I suggest the 5D2 and the 50L because aside from the 200mm, your lenses suck.


----------



## GreggS (Jun 18, 2012)

Sw1tchFX said:


> I suggest the 5D2 and the 50L because aside from the 200mm, your lenses suck.



in that case, wouldn't looking at a 70-200mm f2.8 or f4 be a better thought, in terms of versatility?


----------



## Sw1tchFX (Jun 18, 2012)

I dunno...LOL this is where experience comes into play.

Sorry if i'm being a bit elitist or sarcastic, but it really depends on how you want your pictures to look. sure a 24-70, and 70-200 are flexible options that can shoot just about anything...but it seems like everyone and their grandmother with a FF DSLR has one and as a result, they're BORING AS HELL. So I say save money on the body and get some exotic lens that most people don't shoot with.


----------



## gsgary (Jun 18, 2012)

Sw1tchFX said:
			
		

> I dunno...LOL this is where experience comes into play.
> 
> Sorry if i'm being a bit elitist or sarcastic, but it really depends on how you want your pictures to look. sure a 24-70, and 70-200 are flexible options that can shoot just about anything...but it seems like everyone and their grandmother with a FF DSLR has one and as a result, they're BORING AS HELL. So I say save money on the body and get some exotic lens that most people don't shoot with.

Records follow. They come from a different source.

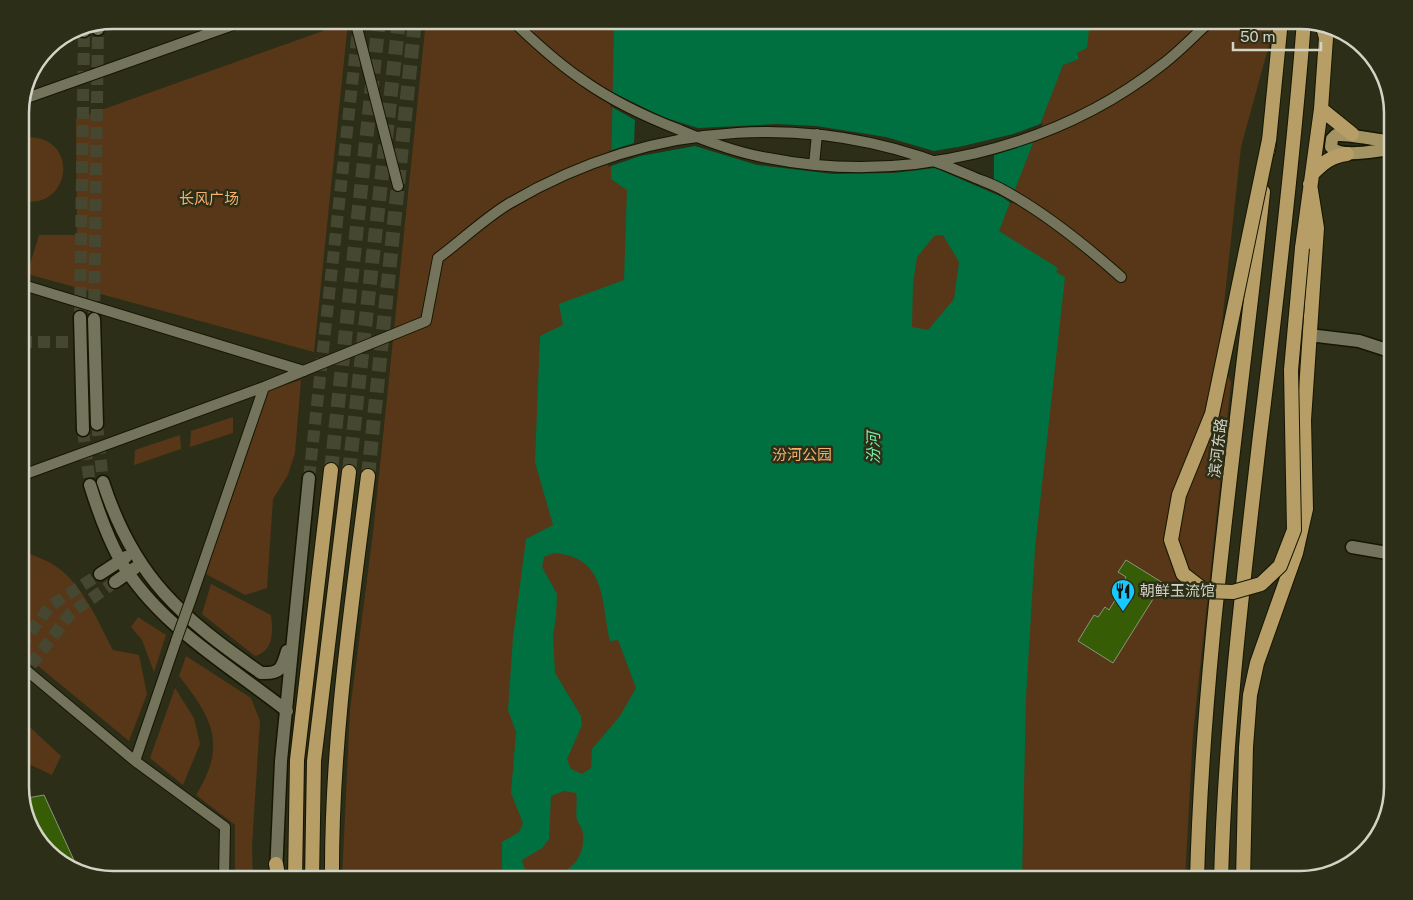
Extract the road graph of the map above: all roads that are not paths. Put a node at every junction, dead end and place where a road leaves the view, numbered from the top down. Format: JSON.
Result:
{"nodes":[{"id":1,"x":221,"y":29,"type":"edge"},
{"id":2,"x":357,"y":29,"type":"edge"},
{"id":3,"x":522,"y":29,"type":"edge"},
{"id":4,"x":1201,"y":29,"type":"edge"},
{"id":5,"x":1280,"y":29,"type":"edge"},
{"id":6,"x":1303,"y":29,"type":"edge"},
{"id":7,"x":1325,"y":33,"type":"edge"},
{"id":8,"x":31,"y":97,"type":"edge"},
{"id":9,"x":1320,"y":109,"type":"junction"},
{"id":10,"x":816,"y":134,"type":"junction"},
{"id":11,"x":1352,"y":134,"type":"junction"},
{"id":12,"x":1269,"y":140,"type":"junction"},
{"id":13,"x":1384,"y":141,"type":"edge"},
{"id":14,"x":1384,"y":151,"type":"edge"},
{"id":15,"x":1347,"y":154,"type":"junction"},
{"id":16,"x":814,"y":165,"type":"junction"},
{"id":17,"x":1311,"y":179,"type":"junction"},
{"id":18,"x":398,"y":186,"type":"dead end"},
{"id":19,"x":1121,"y":277,"type":"dead end"},
{"id":20,"x":29,"y":287,"type":"edge"},
{"id":21,"x":80,"y":317,"type":"tunnel mouth"},
{"id":22,"x":94,"y":318,"type":"tunnel mouth"},
{"id":23,"x":1309,"y":335,"type":"junction"},
{"id":24,"x":77,"y":342,"type":"junction"},
{"id":25,"x":94,"y":342,"type":"junction"},
{"id":26,"x":1384,"y":349,"type":"edge"},
{"id":27,"x":304,"y":371,"type":"junction"},
{"id":28,"x":264,"y":387,"type":"junction"},
{"id":29,"x":97,"y":424,"type":"tunnel mouth"},
{"id":30,"x":83,"y":430,"type":"tunnel mouth"},
{"id":31,"x":332,"y":470,"type":"tunnel mouth"},
{"id":32,"x":349,"y":472,"type":"tunnel mouth"},
{"id":33,"x":29,"y":473,"type":"edge"},
{"id":34,"x":368,"y":476,"type":"tunnel mouth"},
{"id":35,"x":309,"y":478,"type":"tunnel mouth"},
{"id":36,"x":103,"y":482,"type":"tunnel mouth"},
{"id":37,"x":90,"y":485,"type":"tunnel mouth"},
{"id":38,"x":1352,"y":547,"type":"dead end"},
{"id":39,"x":1384,"y":552,"type":"edge"},
{"id":40,"x":133,"y":554,"type":"junction"},
{"id":41,"x":121,"y":561,"type":"junction"},
{"id":42,"x":141,"y":564,"type":"junction"},
{"id":43,"x":129,"y":572,"type":"junction"},
{"id":44,"x":100,"y":574,"type":"tunnel mouth"},
{"id":45,"x":114,"y":582,"type":"tunnel mouth"},
{"id":46,"x":294,"y":624,"type":"junction"},
{"id":47,"x":29,"y":673,"type":"edge"},
{"id":48,"x":287,"y":711,"type":"junction"},
{"id":49,"x":1227,"y":751,"type":"junction"},
{"id":50,"x":135,"y":762,"type":"junction"},
{"id":51,"x":1243,"y":832,"type":"junction"},
{"id":52,"x":276,"y":864,"type":"joint"},
{"id":53,"x":224,"y":871,"type":"edge"},
{"id":54,"x":277,"y":871,"type":"edge"},
{"id":55,"x":294,"y":871,"type":"edge"},
{"id":56,"x":312,"y":871,"type":"edge"},
{"id":57,"x":332,"y":871,"type":"edge"},
{"id":58,"x":1197,"y":871,"type":"edge"},
{"id":59,"x":1221,"y":871,"type":"edge"},
{"id":60,"x":1243,"y":871,"type":"edge"}],
"edges":[{"from":1,"to":8,"type":"street"},
{"from":2,"to":18,"type":"street"},
{"from":3,"to":16,"type":"street"},
{"from":4,"to":16,"type":"street"},
{"from":5,"to":12,"type":"highway","name":"滨河东路"},
{"from":6,"to":49,"type":"highway"},
{"from":7,"to":9,"type":"highway"},
{"from":9,"to":11,"type":"highway"},
{"from":9,"to":17,"type":"highway"},
{"from":10,"to":16,"type":"street"},
{"from":10,"to":19,"type":"street"},
{"from":10,"to":27,"type":"street"},
{"from":11,"to":13,"type":"main road"},
{"from":11,"to":15,"type":"main road"},
{"from":12,"to":17,"type":"highway","bridge":true},
{"from":12,"to":58,"type":"highway","name":"滨河东路"},
{"from":14,"to":15,"type":"main road"},
{"from":15,"to":17,"type":"highway"},
{"from":17,"to":23,"type":"highway"},
{"from":20,"to":27,"type":"street"},
{"from":21,"to":24,"type":"street"},
{"from":22,"to":25,"type":"street"},
{"from":23,"to":26,"type":"street"},
{"from":23,"to":51,"type":"highway"},
{"from":24,"to":25,"type":"street"},
{"from":24,"to":30,"type":"street"},
{"from":25,"to":29,"type":"street"},
{"from":27,"to":28,"type":"street"},
{"from":28,"to":33,"type":"street"},
{"from":28,"to":50,"type":"street","bridge":true},
{"from":31,"to":55,"type":"highway"},
{"from":32,"to":56,"type":"highway"},
{"from":34,"to":57,"type":"highway"},
{"from":35,"to":46,"type":"street"},
{"from":36,"to":40,"type":"street"},
{"from":37,"to":41,"type":"street"},
{"from":38,"to":39,"type":"street"},
{"from":40,"to":41,"type":"street"},
{"from":40,"to":42,"type":"street"},
{"from":41,"to":43,"type":"street"},
{"from":41,"to":44,"type":"street"},
{"from":42,"to":43,"type":"street"},
{"from":42,"to":46,"type":"street"},
{"from":43,"to":45,"type":"street"},
{"from":43,"to":48,"type":"street"},
{"from":46,"to":48,"type":"street"},
{"from":47,"to":50,"type":"street"},
{"from":48,"to":52,"type":"street"},
{"from":49,"to":51,"type":"highway"},
{"from":49,"to":59,"type":"highway"},
{"from":50,"to":53,"type":"street"},
{"from":51,"to":60,"type":"highway"},
{"from":52,"to":54,"type":"highway"}]}
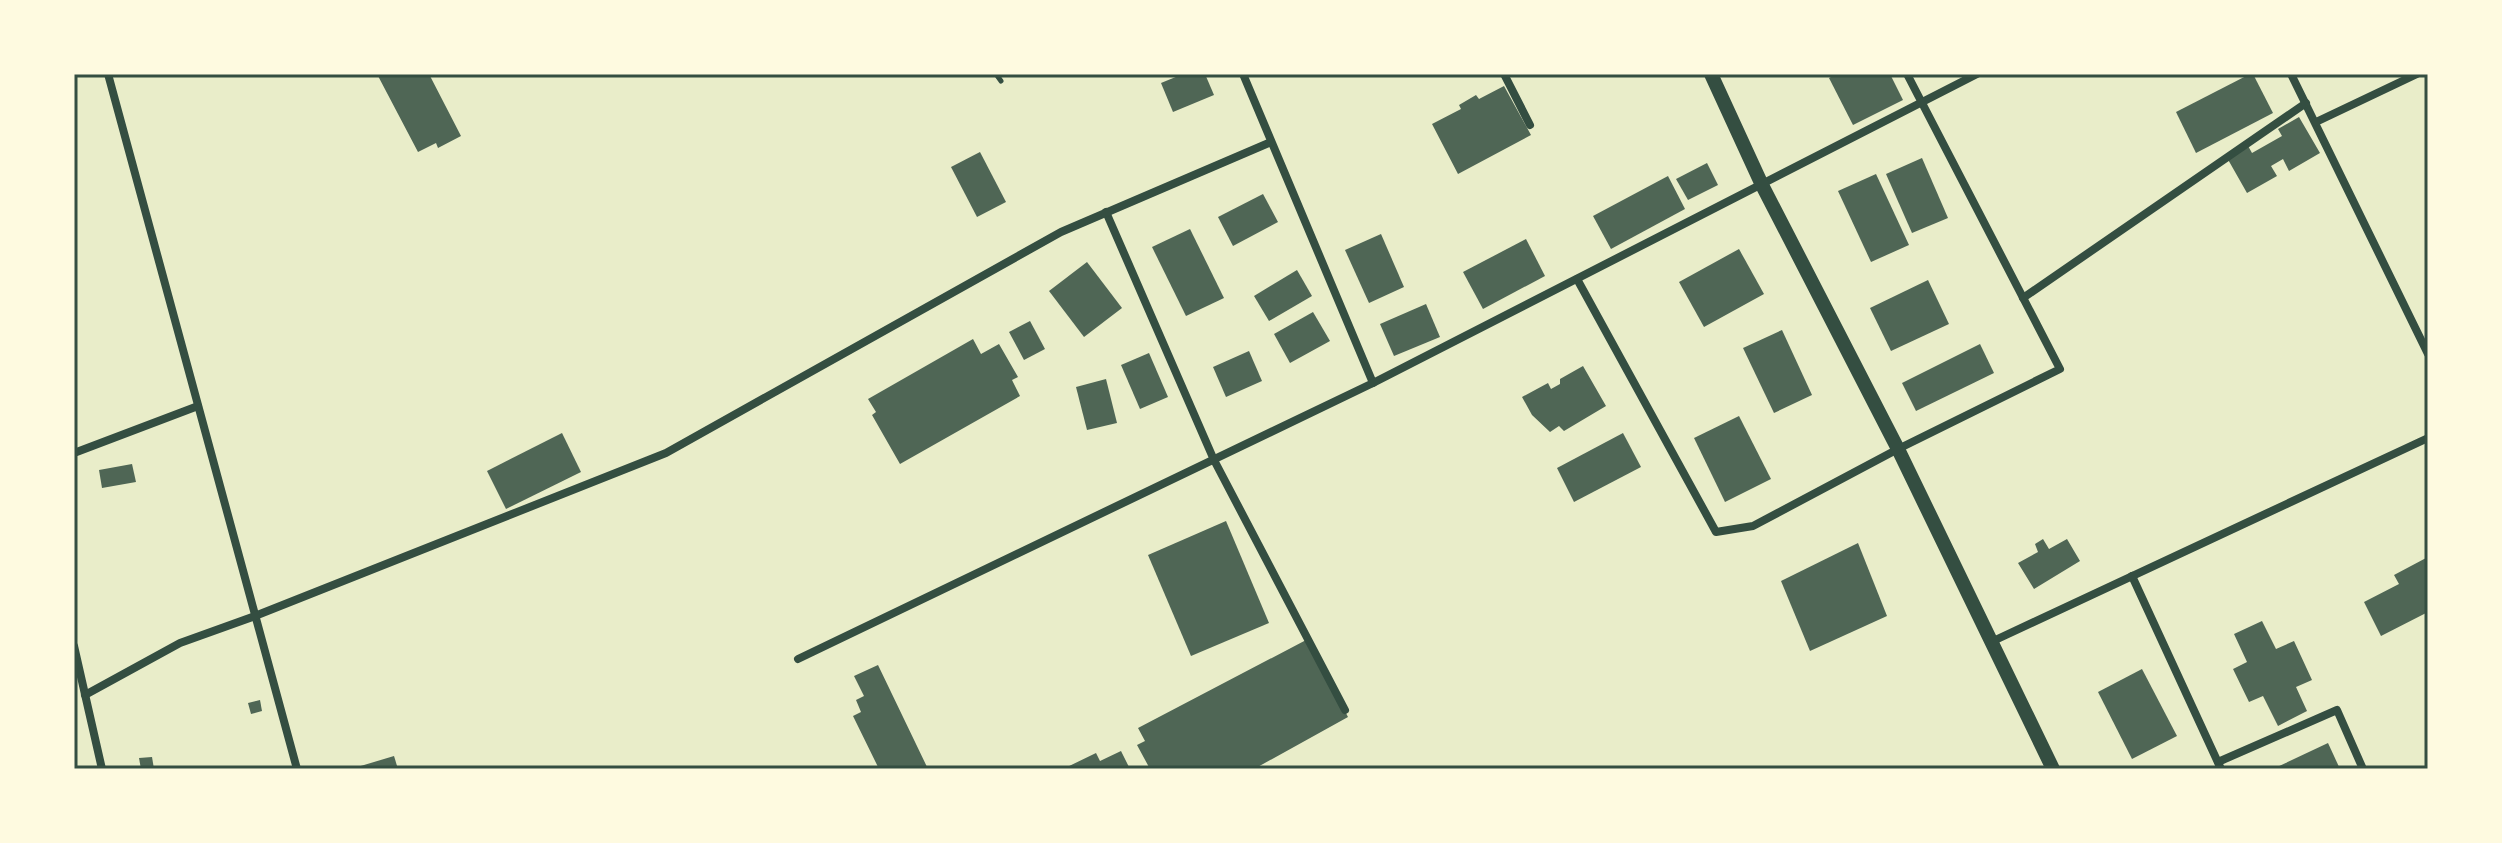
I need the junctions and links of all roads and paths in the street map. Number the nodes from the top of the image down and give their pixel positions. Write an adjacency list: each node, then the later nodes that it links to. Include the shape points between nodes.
1 (108, 74): 22 (street)
2 (996, 74): 10 (lane)
3 (1243, 74): 15 (street)
4 (1504, 74): 14 (street)
5 (1711, 74): 16 (main road)
6 (1907, 74): 11 (street)
7 (1977, 74): 11 (street)
8 (2291, 74): 12 (street)
9 (2417, 74): 13 (street)
10 (1001, 81)
11 (1921, 103): 16 (street); 19 (street)
12 (2306, 103): 13 (street); 19 (street)
13 (2316, 122): 20 (street)
14 (1530, 125)
15 (1271, 142): 17 (street); 21 (street)
16 (1762, 185): 18 (street); 24 (main road)
17 (1106, 212): 26 (street); 28 (street, via 1061,232 666,453)
18 (1577, 279): 21 (street); 24 (street, via 1716,532 1753,526)
19 (2023, 298): 24 (street, via 2060,369)
20 (2428, 354)
21 (1373, 383): 26 (street)
22 (198, 406): 25 (street); 28 (street)
23 (2428, 438): 27 (street)
24 (1898, 449): 29 (main road)
25 (74, 453)
26 (1214, 460): 31 (street); 33 (street)
27 (2132, 576): 29 (street); 34 (street)
28 (255, 616): 32 (street, via 180,643); 36 (street)
29 (1991, 642): 37 (main road)
30 (74, 646): 32 (street)
31 (798, 659)
32 (85, 695): 35 (street)
33 (1345, 710)
34 (2220, 766): 38 (street, via 2337,710)
35 (102, 769)
36 (297, 769)
37 (2053, 769)
38 (2363, 769)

In that case what about an M9 and Noctilux 50mm  f0.95


----------



## gsgary (Jun 18, 2012)

Sw1tchFX said:
			
		

> I dunno...LOL this is where experience comes into play.
> 
> Sorry if i'm being a bit elitist or sarcastic, but it really depends on how you want your pictures to look. sure a 24-70, and 70-200 are flexible options that can shoot just about anything...but it seems like everyone and their grandmother with a FF DSLR has one and as a result, they're BORING AS HELL. So I say save money on the body and get some exotic lens that most people don't shoot with.



I'm a bit shocked you didn't say shoot film


----------



## Nikon_Josh (Jun 18, 2012)

Sw1tchFX said:


> Freelance newspaper? ELL OH ELL if you think that's going to bring in income.
> 
> Seriously though, get the old one and a killer lens like a 50 1.2.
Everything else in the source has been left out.